- [About this task]: Report every line of the records below that contains the word "Heather".
● ● ● ●
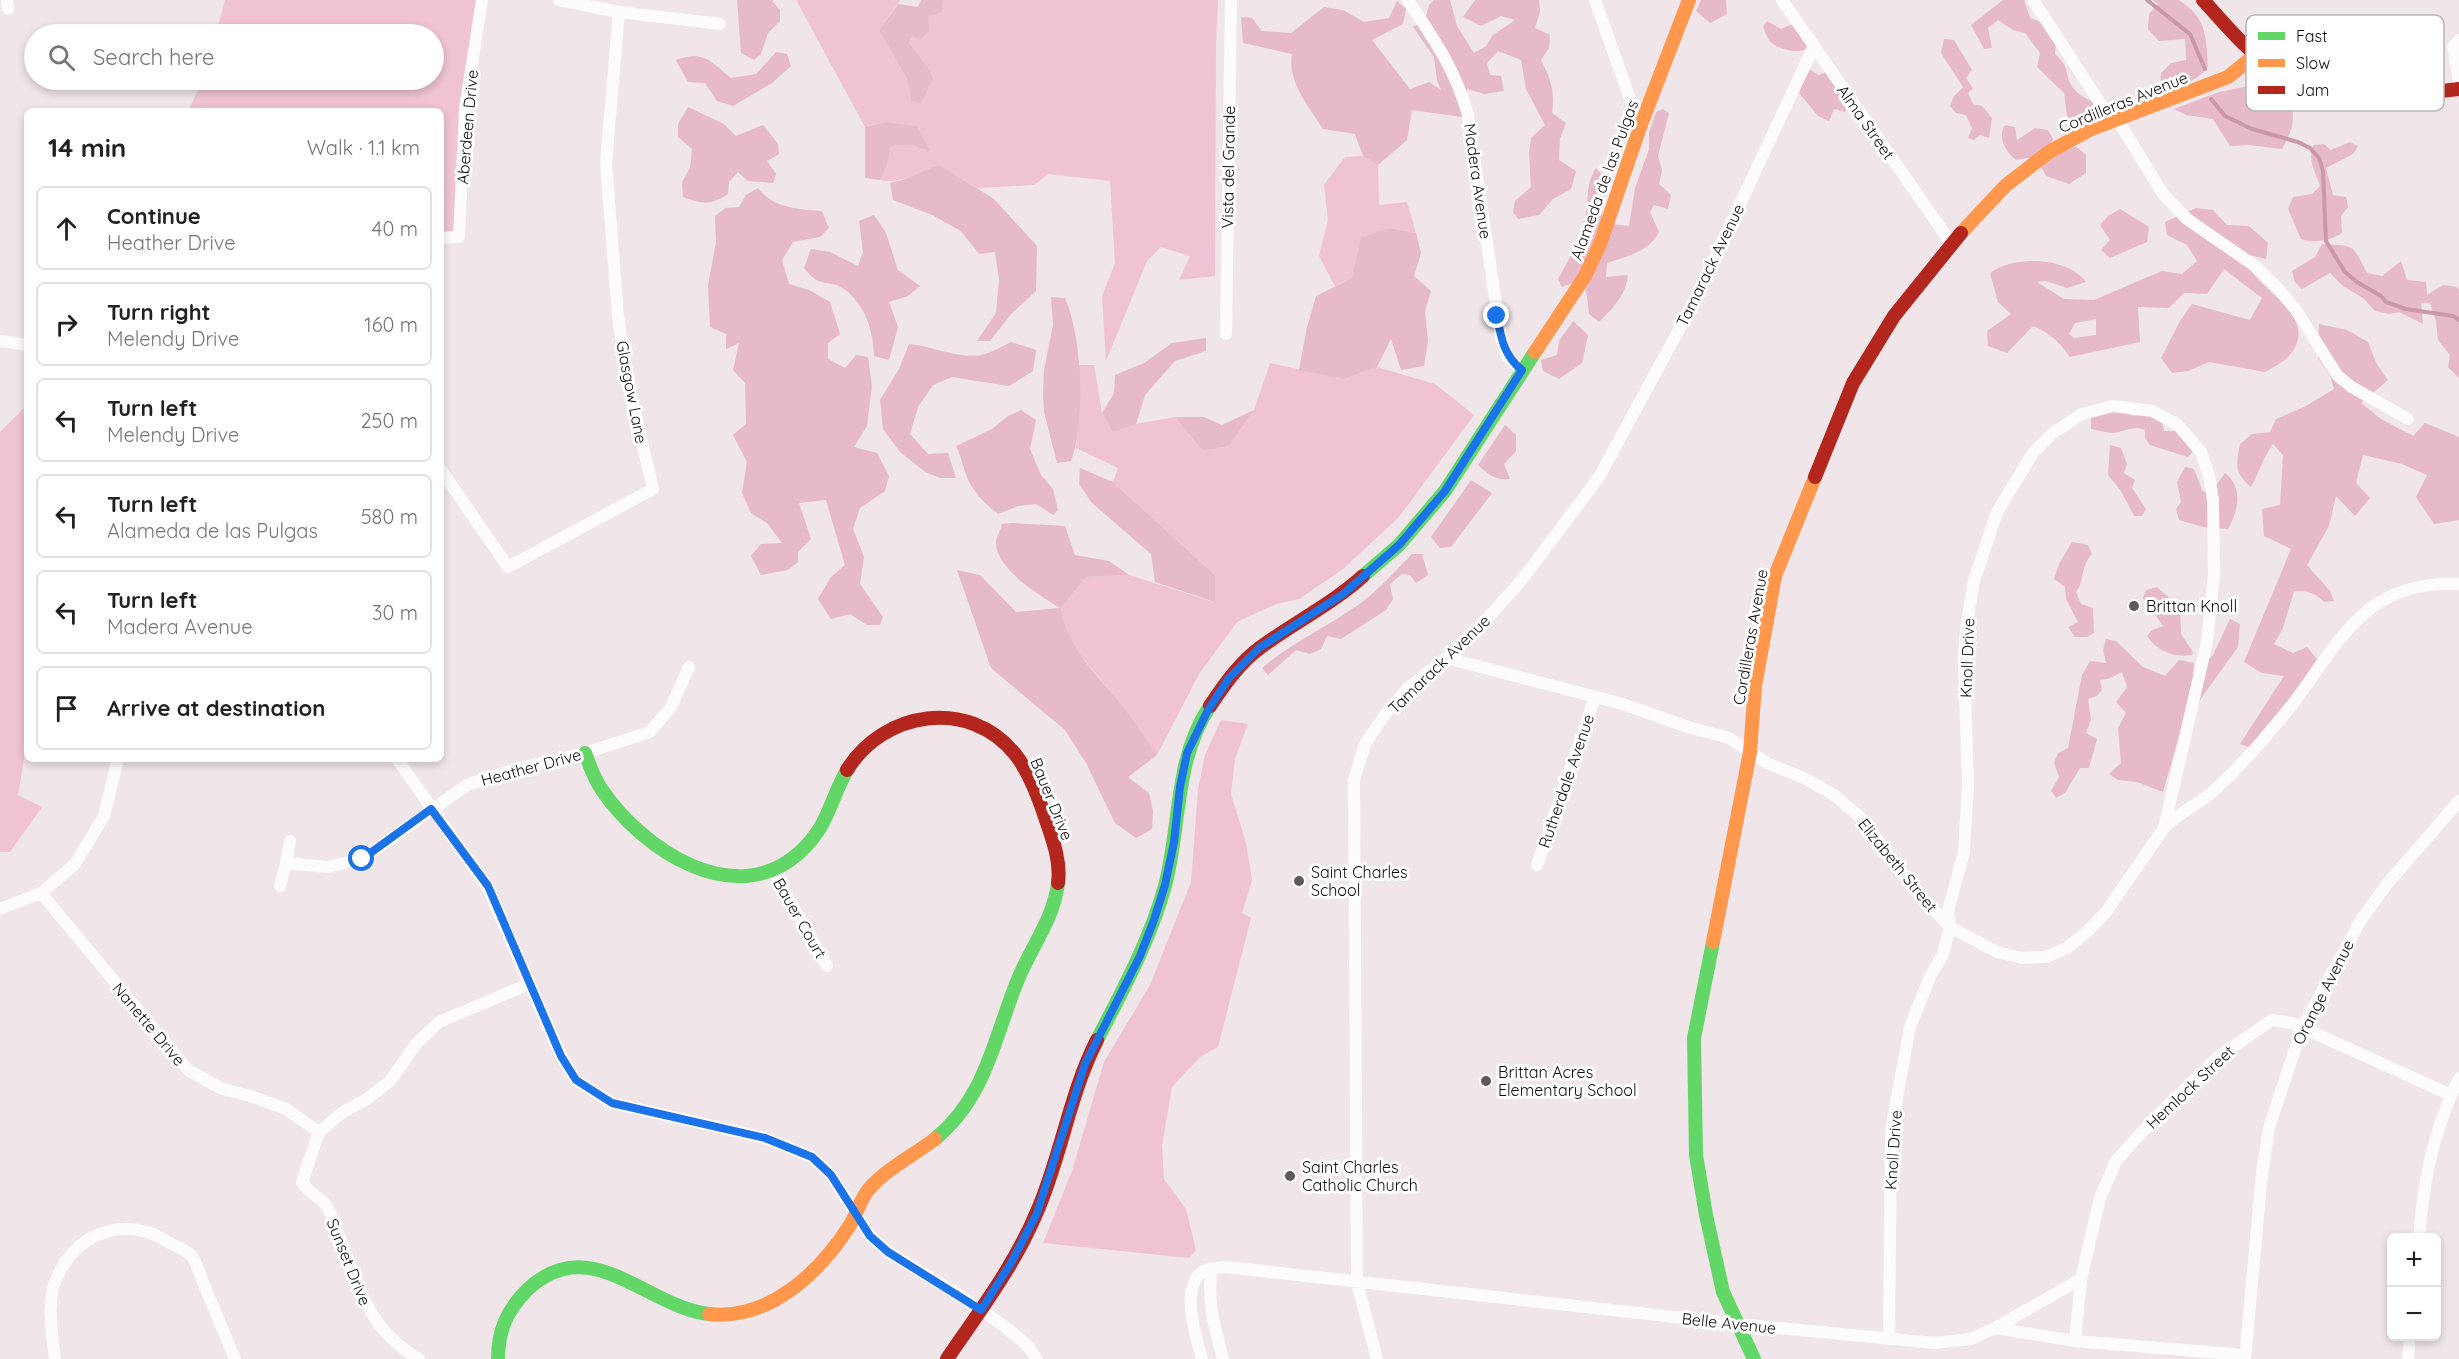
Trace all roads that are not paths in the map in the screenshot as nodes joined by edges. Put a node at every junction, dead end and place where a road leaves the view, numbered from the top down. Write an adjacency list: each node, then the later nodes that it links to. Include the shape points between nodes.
1 (482, 0): 21 (street, Aberdeen Drive, via 465,108 459,237)
2 (559, 0): 10 (street)
3 (1231, 0): 23 (street, Vista del Grande)
4 (1408, 0): 26 (street, Madera Avenue, via 1460,86 1468,115 1501,338 1508,357)
5 (1595, 0): 20 (street)
6 (1689, 0): 20 (street, Alameda de las Pulgas)
7 (1782, 0): 13 (street, Alma Street)
8 (2033, 0): 19 (street)
9 (2203, 0): 14 (street)
10 (619, 12): 11 (street); 28 (street, Glasgow Lane, via 606,163 627,382 653,489 508,567)
11 (720, 24)
12 (2459, 40): 16 (street, via 2453,47)
13 (1814, 45): 22 (street, Alma Street); 30 (street, Tamarack Avenue, via 1695,302 1599,477 1521,581)
14 (2246, 45)
15 (2246, 62): 19 (street, Cordilleras Avenue, via 2228,77)
16 (2459, 81)
17 (2459, 89): 18 (street)
18 (2444, 92)
19 (2115, 120): 22 (street, Cordilleras Avenue, via 2049,152 2005,186); 27 (street, via 2163,194 2187,219 2277,287 2337,375)
20 (1640, 128): 26 (street, Alameda de las Pulgas, via 1585,276)
21 (444, 238)
22 (1951, 243): 33 (street, Cordilleras Avenue, via 1894,316 1853,383 1818,464 1775,576 1755,686)
23 (1226, 334)
24 (0, 341): 25 (street)
25 (24, 345)
26 (1522, 370): 59 (street, Alameda de las Pulgas, via 1445,491 1399,545 1343,594 1259,648 1229,678 1208,710 1187,753 1174,842 1154,920 1085,1064 1037,1213)
27 (2408, 419)
28 (444, 474)
29 (2459, 584): 39 (street, Elizabeth Street, via 2437,583 2398,591 2368,609 2351,624 2290,707 2217,788)
30 (1446, 658): 32 (street, Elizabeth Street); 58 (street, Tamarack Avenue, via 1407,689 1384,716 1365,744 1354,780)
31 (689, 667): 34 (street, Heather Drive, via 671,707 650,732)
32 (1595, 697): 33 (street, Elizabeth Street, via 1729,738); 42 (street, Rutherdale Avenue)
33 (1750, 752): 47 (street, Elizabeth Street, via 1834,795 1861,818 1916,891); 60 (street, Cordilleras Avenue, via 1694,1038 1696,1155 1722,1293)
34 (585, 753): 38 (street, Heather Drive, via 467,784); 43 (street, Bauer Drive, via 601,788 631,826 664,850 717,874 742,877)
35 (117, 762): 45 (street, via 104,816 75,864)
36 (399, 762): 38 (street)
37 (2459, 801): 50 (street, Orange Avenue, via 2361,920)
38 (431, 809): 41 (street, Heather Drive, via 362,859 327,867); 49 (street, via 488,886)
39 (2163, 828): 47 (street, Elizabeth Street, via 2106,912 2067,948 2046,957 2022,958 1997,952); 47 (street, Knoll Drive, via 2207,642 2214,575 2213,500 2201,452 2178,425 2152,411 2113,406 2082,414 2053,433 2033,453 1997,512 1974,581 1964,659 1968,785 1964,852 1948,910)
40 (290, 841): 41 (street)
41 (286, 863): 44 (street)
42 (1537, 865)
43 (773, 871): 48 (street, Bauer Court); 54 (street, Bauer Drive, via 816,837 843,777 862,748 909,721 935,717 975,723 1005,743 1021,761 1059,865 1054,903 1019,976 968,1105 949,1126 868,1189)
44 (280, 886)
45 (41, 893): 46 (street); 53 (street, Nanette Drive, via 188,1070 220,1088 286,1109)
46 (0, 909)
47 (1950, 927): 62 (street, Knoll Drive, via 1943,954 1910,1027 1891,1130)
48 (827, 966)
49 (529, 984): 53 (street, via 438,1022 416,1044 390,1081); 54 (street, via 576,1080 612,1103 765,1138 812,1157 831,1175)
50 (2301, 1028): 52 (street, Hemlock Street); 57 (street, Hemlock Street, via 2272,1020 2218,1057 2116,1161 2100,1197); 65 (street, Orange Avenue, via 2269,1128)
51 (2459, 1078): 52 (street)
52 (2451, 1095): 55 (street, via 2426,1170)
53 (319, 1132): 68 (street, Sunset Drive, via 302,1182 325,1204 370,1314 400,1347)
54 (856, 1215): 59 (street, via 870,1236 888,1252); 69 (street, Bauer Drive, via 828,1255 795,1288 760,1307 728,1314 692,1313 609,1272 586,1267 558,1271 532,1286 513,1306 500,1331)
55 (2420, 1233)
56 (1212, 1268): 58 (street, Belle Avenue); 72 (street, via 1202,1272 1192,1285 1192,1324); 73 (street, via 1209,1303)
57 (2081, 1279): 61 (street); 63 (street, Hemlock Street)
58 (1357, 1283): 60 (street, Belle Avenue); 74 (street, Tamarack Avenue)
59 (981, 1310): 70 (street, Alameda de las Pulgas); 71 (street, via 1026,1344)
60 (1738, 1324): 62 (street, Belle Avenue); 75 (street, Cordilleras Avenue)
61 (1995, 1328): 62 (street, Belle Avenue, via 1971,1339 1934,1343); 63 (street)
62 (1888, 1339)
63 (2075, 1341): 65 (street)
64 (2410, 1341): 76 (street)
65 (2245, 1357)
66 (55, 1359): 67 (street, via 51,1321 58,1275 81,1245 98,1233 122,1228 161,1237 192,1256)
67 (236, 1359)
68 (419, 1359)
69 (498, 1359)
70 (947, 1359)
71 (1037, 1359)
72 (1202, 1359)
73 (1223, 1359)
74 (1377, 1359)
75 (1754, 1359)
76 (2408, 1359)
● ● ● ●
- [Answer for the task]:
31 (689, 667): 34 (street, Heather Drive, via 671,707 650,732)
34 (585, 753): 38 (street, Heather Drive, via 467,784); 43 (street, Bauer Drive, via 601,788 631,826 664,850 717,874 742,877)
38 (431, 809): 41 (street, Heather Drive, via 362,859 327,867); 49 (street, via 488,886)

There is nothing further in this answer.